The Department of Immigration and Citizenship needs also to
improve on the provision of recreation facilities for detainees, and ensure
that visits to its facilities are consistently managed across the network.
Finally, the Committee grappled with the question of
security assessments, and the fact that the current system bars refugees from
accessing existing avenues for a merits review of adverse decisions, resulting
in practically indefinite detention for detainees with adverse assessments.
While it is necessary to be mindful of the need to keep security sources and
procedures confidential, the overwhelming imperative to provide procedural
fairness in the system cannot be ignored where a person's liberty is at stake.
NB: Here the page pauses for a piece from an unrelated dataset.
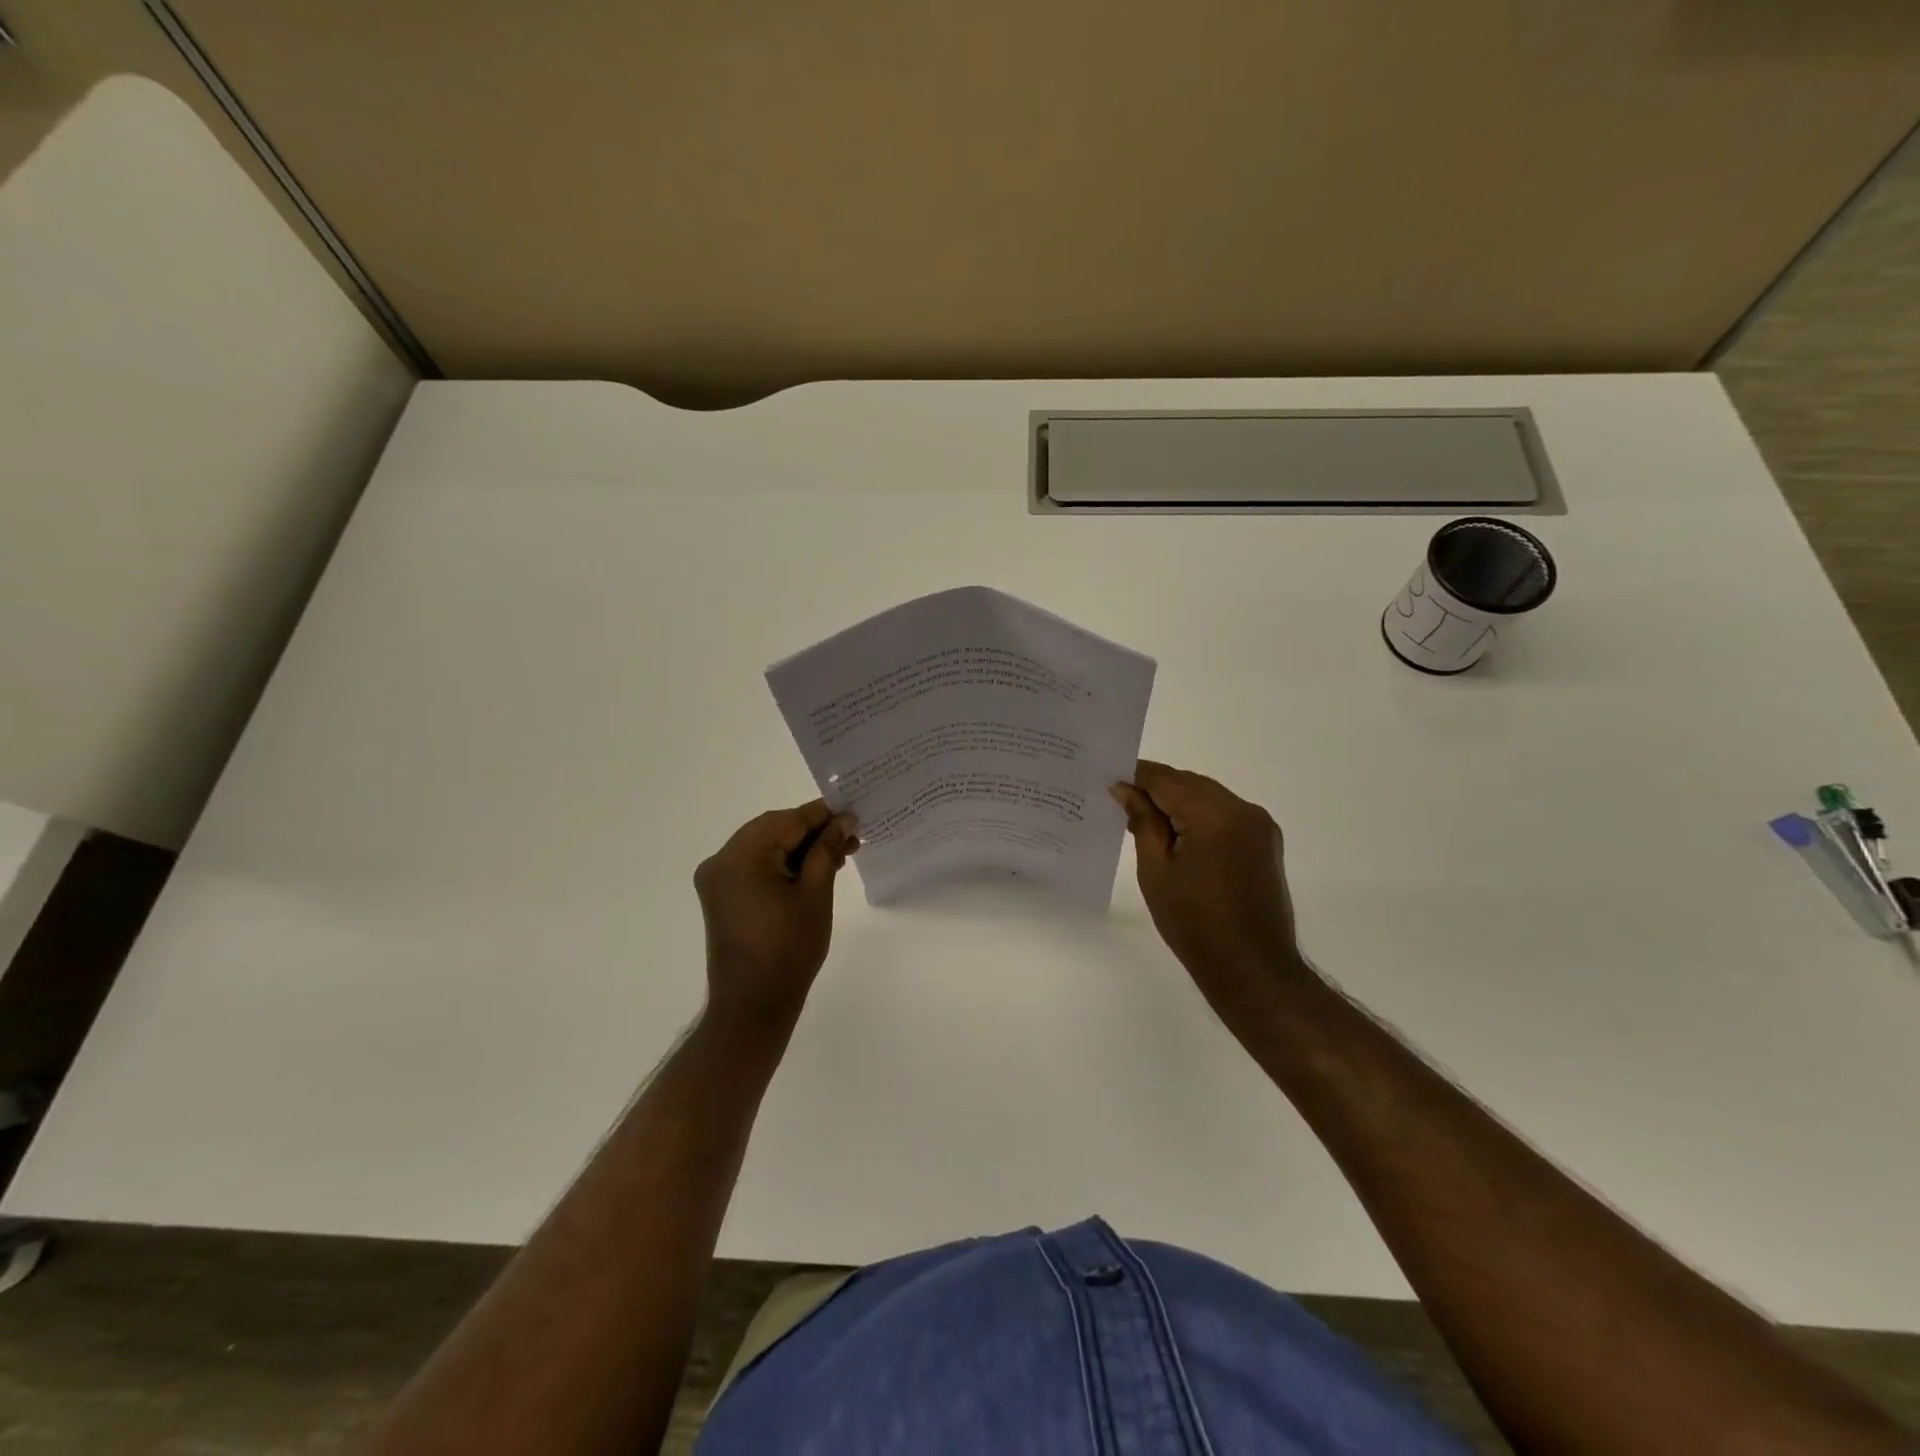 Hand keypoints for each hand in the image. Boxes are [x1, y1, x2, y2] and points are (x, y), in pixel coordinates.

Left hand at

The Committee believes the current system does not strike an appropriate
balance. Accordingly, the Committee has recommended that the Australian
Security Intelligence Organisation (ASIO) legislation be amended to allow the
Security Appeals Division of the Administrative Appeals Tribunal to review ASIO
security assessments of asylum seekers and refugees.
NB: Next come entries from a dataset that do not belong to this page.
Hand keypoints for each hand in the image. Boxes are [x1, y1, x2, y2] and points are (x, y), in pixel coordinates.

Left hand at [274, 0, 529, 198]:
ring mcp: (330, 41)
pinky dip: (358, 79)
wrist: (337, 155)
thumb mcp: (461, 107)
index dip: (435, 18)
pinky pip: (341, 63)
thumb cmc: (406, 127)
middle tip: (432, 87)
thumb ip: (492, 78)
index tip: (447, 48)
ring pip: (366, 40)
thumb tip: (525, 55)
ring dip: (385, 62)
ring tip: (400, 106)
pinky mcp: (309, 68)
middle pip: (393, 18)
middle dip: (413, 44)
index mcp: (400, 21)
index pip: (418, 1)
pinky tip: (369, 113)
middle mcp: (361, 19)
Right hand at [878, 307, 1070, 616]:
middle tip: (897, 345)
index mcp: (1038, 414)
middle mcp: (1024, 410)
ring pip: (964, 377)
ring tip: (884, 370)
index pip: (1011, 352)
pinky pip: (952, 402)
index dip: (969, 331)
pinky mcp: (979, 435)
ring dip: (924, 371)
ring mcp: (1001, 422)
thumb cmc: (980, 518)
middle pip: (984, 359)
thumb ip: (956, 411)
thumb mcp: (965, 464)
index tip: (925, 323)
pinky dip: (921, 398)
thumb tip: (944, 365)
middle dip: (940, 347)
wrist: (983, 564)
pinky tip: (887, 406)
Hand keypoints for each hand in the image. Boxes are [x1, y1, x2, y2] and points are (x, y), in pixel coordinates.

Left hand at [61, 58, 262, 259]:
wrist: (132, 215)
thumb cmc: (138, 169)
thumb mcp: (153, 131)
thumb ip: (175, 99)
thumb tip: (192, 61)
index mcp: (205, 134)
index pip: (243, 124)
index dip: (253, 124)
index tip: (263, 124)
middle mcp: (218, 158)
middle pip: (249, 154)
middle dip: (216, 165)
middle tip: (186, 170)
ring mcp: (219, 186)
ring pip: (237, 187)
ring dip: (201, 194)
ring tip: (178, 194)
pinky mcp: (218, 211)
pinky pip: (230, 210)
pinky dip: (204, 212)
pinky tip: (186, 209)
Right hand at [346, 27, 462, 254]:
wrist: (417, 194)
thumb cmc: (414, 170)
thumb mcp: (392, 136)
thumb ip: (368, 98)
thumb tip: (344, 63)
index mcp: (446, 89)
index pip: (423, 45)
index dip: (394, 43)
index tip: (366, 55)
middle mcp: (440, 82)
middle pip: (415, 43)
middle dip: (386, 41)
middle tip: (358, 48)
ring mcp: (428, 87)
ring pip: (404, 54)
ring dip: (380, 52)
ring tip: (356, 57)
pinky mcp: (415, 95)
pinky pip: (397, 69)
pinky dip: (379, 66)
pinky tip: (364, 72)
The Committee has recommended implementing further
safeguards in the security assessment process, including periodic internal
reviews of adverse ASIO assessments, and the exploration of whether control
orders (currently used in the criminal justice system) could allow for the
release from held detention of those refugees and asylum seekers who are in
indefinite detention or cannot be repatriated.
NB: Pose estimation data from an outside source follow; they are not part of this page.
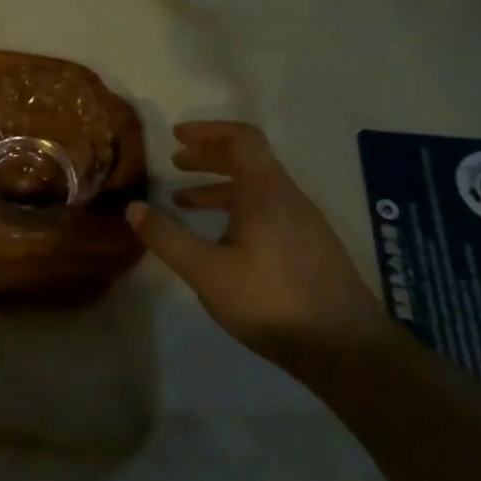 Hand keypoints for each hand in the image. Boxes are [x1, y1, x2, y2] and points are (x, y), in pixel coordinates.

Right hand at [126, 121, 390, 369]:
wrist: (347, 349)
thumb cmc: (271, 301)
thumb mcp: (206, 271)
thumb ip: (167, 237)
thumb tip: (133, 207)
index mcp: (266, 193)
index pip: (241, 139)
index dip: (207, 131)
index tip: (176, 136)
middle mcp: (289, 199)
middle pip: (249, 160)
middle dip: (209, 157)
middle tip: (176, 163)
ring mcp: (305, 224)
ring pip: (259, 188)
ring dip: (220, 187)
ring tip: (185, 203)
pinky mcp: (311, 248)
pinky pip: (269, 210)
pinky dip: (238, 209)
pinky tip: (221, 239)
These recommendations are grounded in the Committee's belief
that the system currently in place to deal with asylum seekers and refugees,
evolved from a system designed to deal with different problems on a different
scale and now needs to be adjusted to reflect contemporary circumstances. In
forming this view, the Committee cites what it believes is a disjoint between
the current system and Australia's obligations under the United Nations
Covenant for Civil and Political Rights, our knowledge about the effect of held
detention on those detained, and the growing recognition that detention on the
scale applied over the past decade is simply not justified nor sustainable.
The truth is, Australia has for many years and under
consecutive governments struggled with the challenge posed by irregular
maritime arrivals. The sobering facts outlined in this report speak for
themselves. Irregular people movement is an unsolicited fact of life faced by
many nations around the world. A considered response mindful of legal and
moral human rights obligations is the mark of a mature and civilised polity.
It is also clear that the situation in Australia's detention
facilities as it was at the outset of this inquiry was, in the long run, simply
unsustainable. The reasons for this are complex, but are all too often
oversimplified and described through the prism of political motives. Given the
enormous human and financial cost of held detention, the Committee has reached
the fundamental conclusion that less harmful, far more cost-effective
alternatives are available and should be pursued. To the best of its ability,
what the Committee has tried to offer within the pages of this report is an
honest assessment of systemic problems, and a proactive blueprint for the
future.
As has been said, the Australian Government is already
making significant progress in reforming the asylum seeker processing and
accommodation system. The Committee is optimistic that the far-reaching
measures recommended in its report will significantly complement the advances
already underway, and help to bring about an immigration system which reflects
our commonly held commitment to human rights, dignity, and fair process.